++++ Records provided ++++

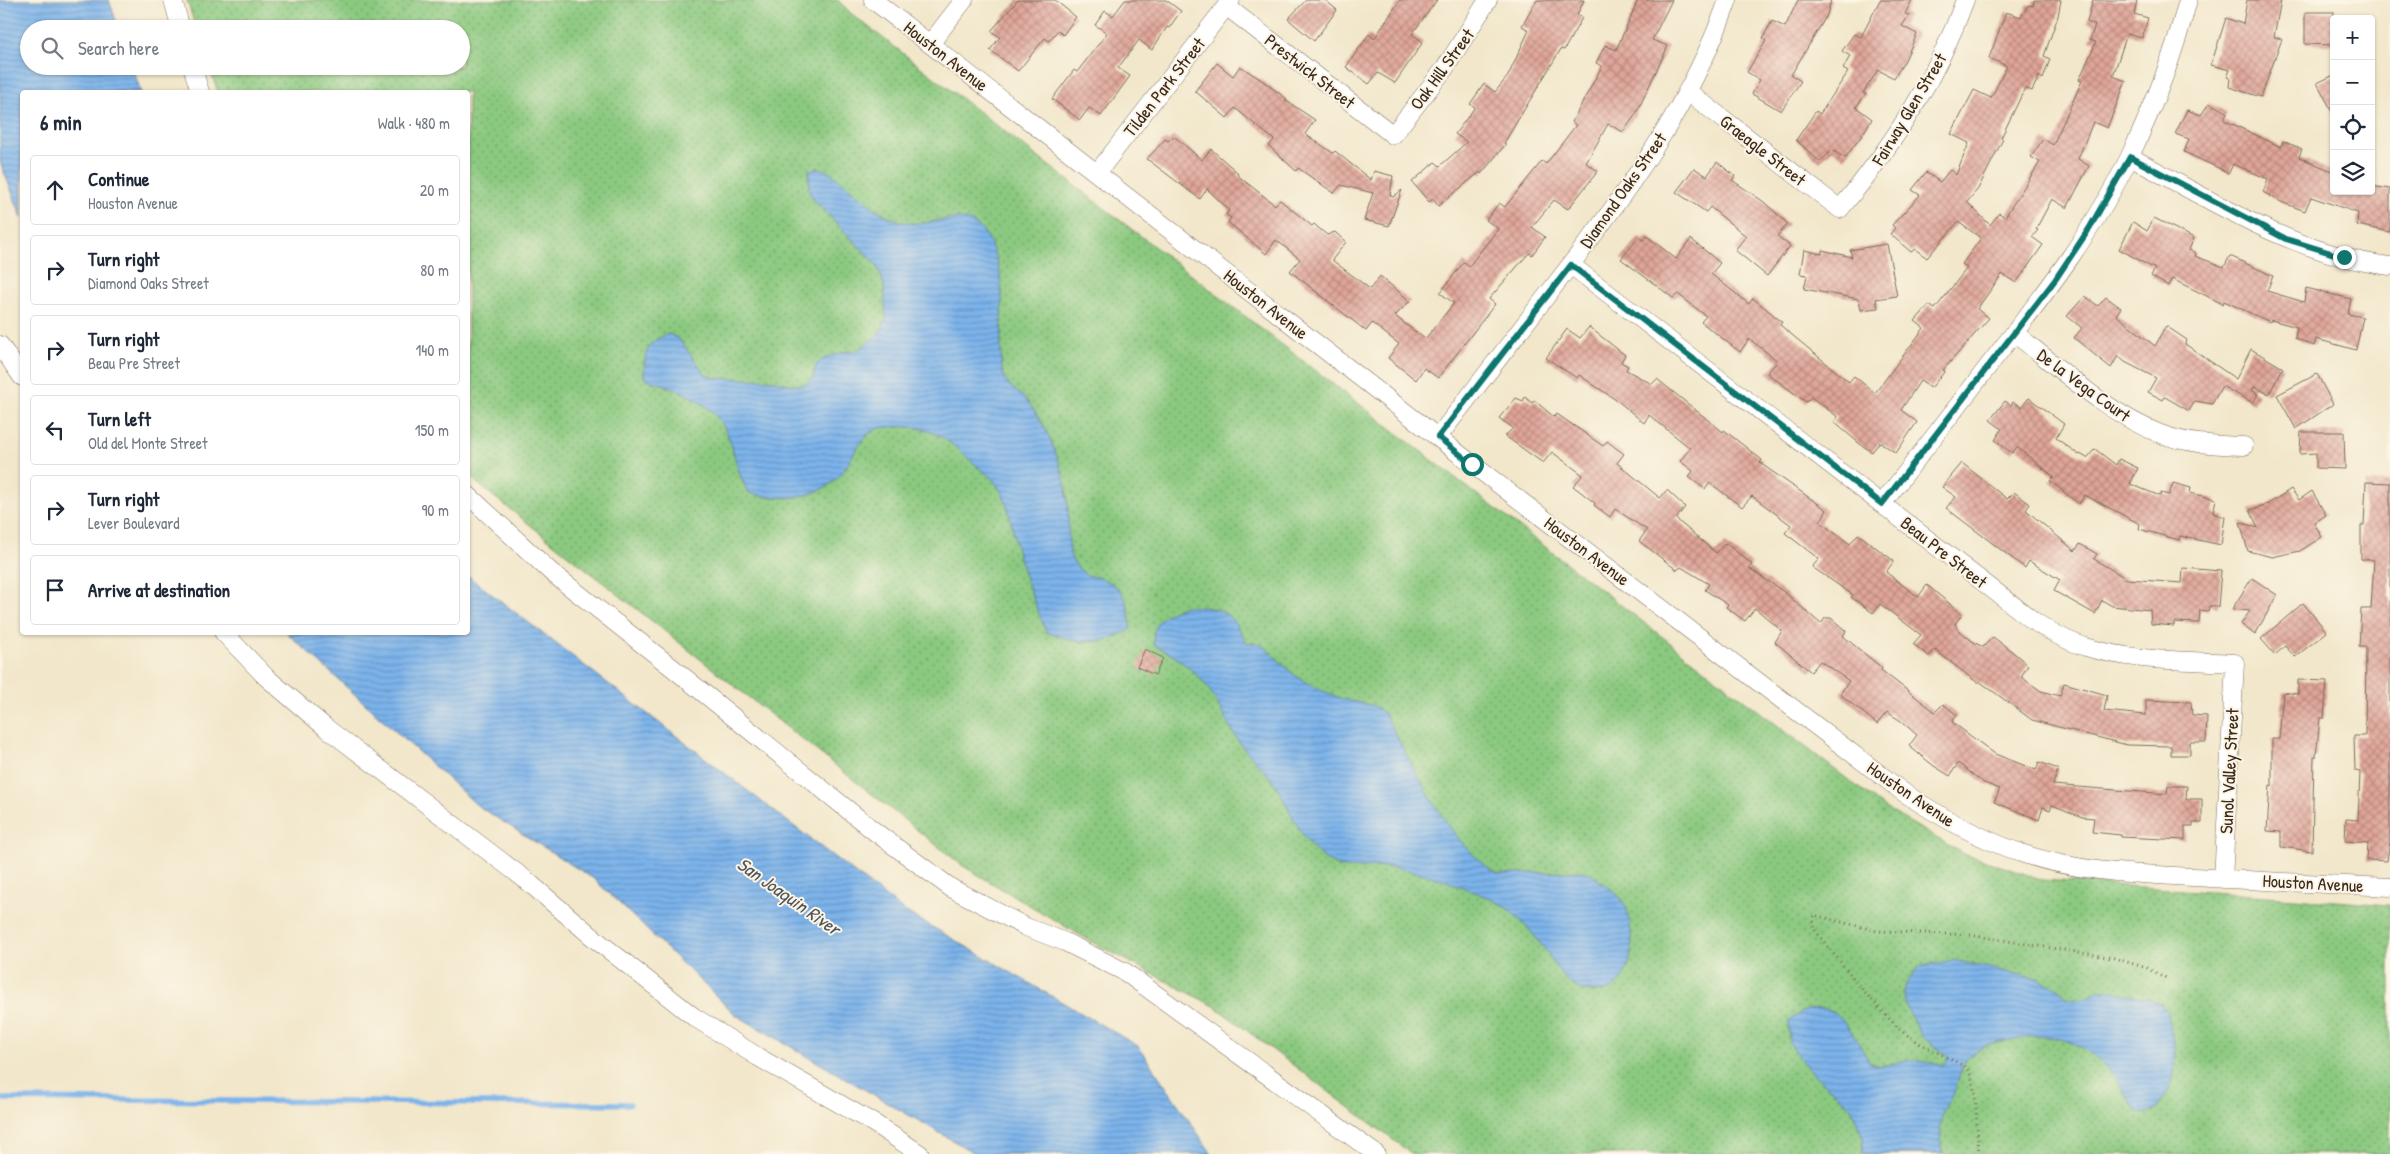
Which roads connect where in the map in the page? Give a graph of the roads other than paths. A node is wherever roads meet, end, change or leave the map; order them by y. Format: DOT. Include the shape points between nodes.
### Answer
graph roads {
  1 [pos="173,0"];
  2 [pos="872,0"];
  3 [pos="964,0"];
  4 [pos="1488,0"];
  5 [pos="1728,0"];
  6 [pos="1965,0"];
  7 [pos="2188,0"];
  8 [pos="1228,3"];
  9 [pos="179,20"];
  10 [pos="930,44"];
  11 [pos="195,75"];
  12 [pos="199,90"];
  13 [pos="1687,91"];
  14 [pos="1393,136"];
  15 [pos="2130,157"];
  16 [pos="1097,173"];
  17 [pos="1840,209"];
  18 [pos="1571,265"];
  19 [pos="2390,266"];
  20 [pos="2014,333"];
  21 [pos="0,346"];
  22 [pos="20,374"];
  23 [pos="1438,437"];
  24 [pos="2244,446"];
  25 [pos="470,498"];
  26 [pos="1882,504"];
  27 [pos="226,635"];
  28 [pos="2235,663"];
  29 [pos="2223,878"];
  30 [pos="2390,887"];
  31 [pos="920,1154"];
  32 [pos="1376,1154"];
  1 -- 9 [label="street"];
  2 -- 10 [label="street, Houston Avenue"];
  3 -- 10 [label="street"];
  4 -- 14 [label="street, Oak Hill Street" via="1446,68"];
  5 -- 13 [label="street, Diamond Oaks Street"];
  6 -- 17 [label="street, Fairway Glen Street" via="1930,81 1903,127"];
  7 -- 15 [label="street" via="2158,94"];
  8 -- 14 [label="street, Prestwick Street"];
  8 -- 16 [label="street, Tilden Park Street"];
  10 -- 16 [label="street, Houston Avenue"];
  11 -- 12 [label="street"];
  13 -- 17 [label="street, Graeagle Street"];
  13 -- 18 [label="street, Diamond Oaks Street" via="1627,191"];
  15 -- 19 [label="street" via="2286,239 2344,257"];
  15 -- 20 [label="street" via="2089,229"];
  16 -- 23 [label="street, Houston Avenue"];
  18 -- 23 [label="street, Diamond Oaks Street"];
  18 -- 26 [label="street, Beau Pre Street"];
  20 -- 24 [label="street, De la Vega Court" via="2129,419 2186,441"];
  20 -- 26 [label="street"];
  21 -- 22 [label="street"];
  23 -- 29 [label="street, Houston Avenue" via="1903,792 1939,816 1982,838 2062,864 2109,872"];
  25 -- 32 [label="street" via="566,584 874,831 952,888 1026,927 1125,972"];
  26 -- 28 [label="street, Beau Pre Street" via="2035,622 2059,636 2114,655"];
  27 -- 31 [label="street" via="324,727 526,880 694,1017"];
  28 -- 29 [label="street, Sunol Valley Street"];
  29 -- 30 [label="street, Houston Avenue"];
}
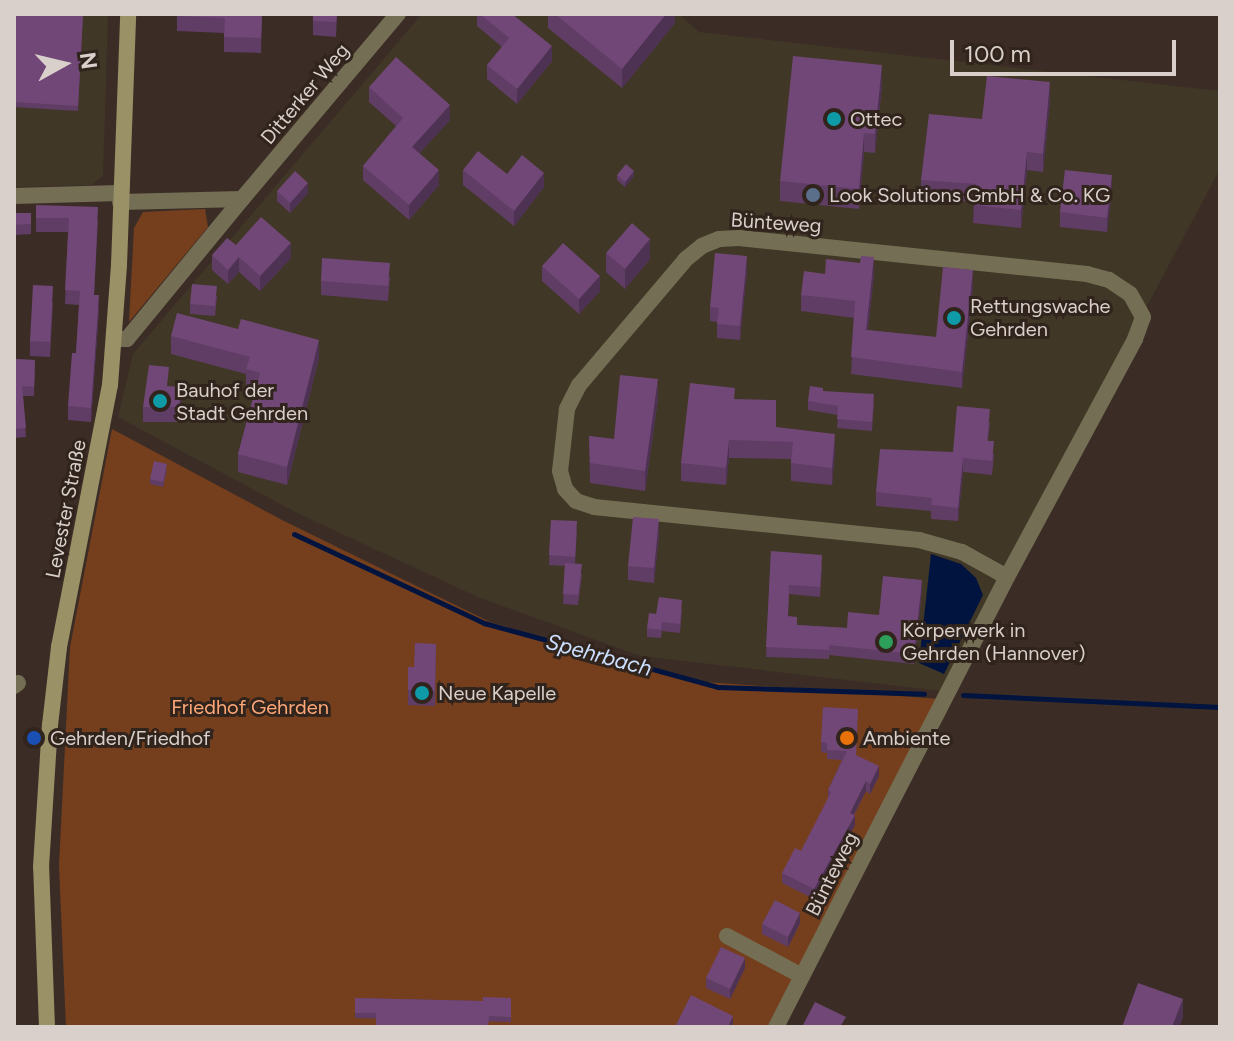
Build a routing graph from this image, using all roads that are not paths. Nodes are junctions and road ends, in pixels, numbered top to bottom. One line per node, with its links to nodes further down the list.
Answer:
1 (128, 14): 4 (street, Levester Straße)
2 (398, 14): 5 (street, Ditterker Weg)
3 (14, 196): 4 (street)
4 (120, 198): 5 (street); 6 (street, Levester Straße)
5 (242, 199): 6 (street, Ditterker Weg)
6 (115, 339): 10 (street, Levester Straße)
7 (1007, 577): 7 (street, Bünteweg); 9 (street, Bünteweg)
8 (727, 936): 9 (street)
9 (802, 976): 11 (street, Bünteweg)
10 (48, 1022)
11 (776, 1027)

++++

= Task to complete =
Go line by line through the data and copy any that contain "roads".

= Exercise answer =
Which roads connect where in the map in the page? Give a graph of the roads other than paths. A node is wherever roads meet, end, change or leave the map; order them by y. Format: DOT. Include the shape points between nodes.
graph roads {
Build a routing graph from this image, using all roads that are not paths. Nodes are junctions and road ends, in pixels, numbered top to bottom. One line per node, with its links to nodes further down the list.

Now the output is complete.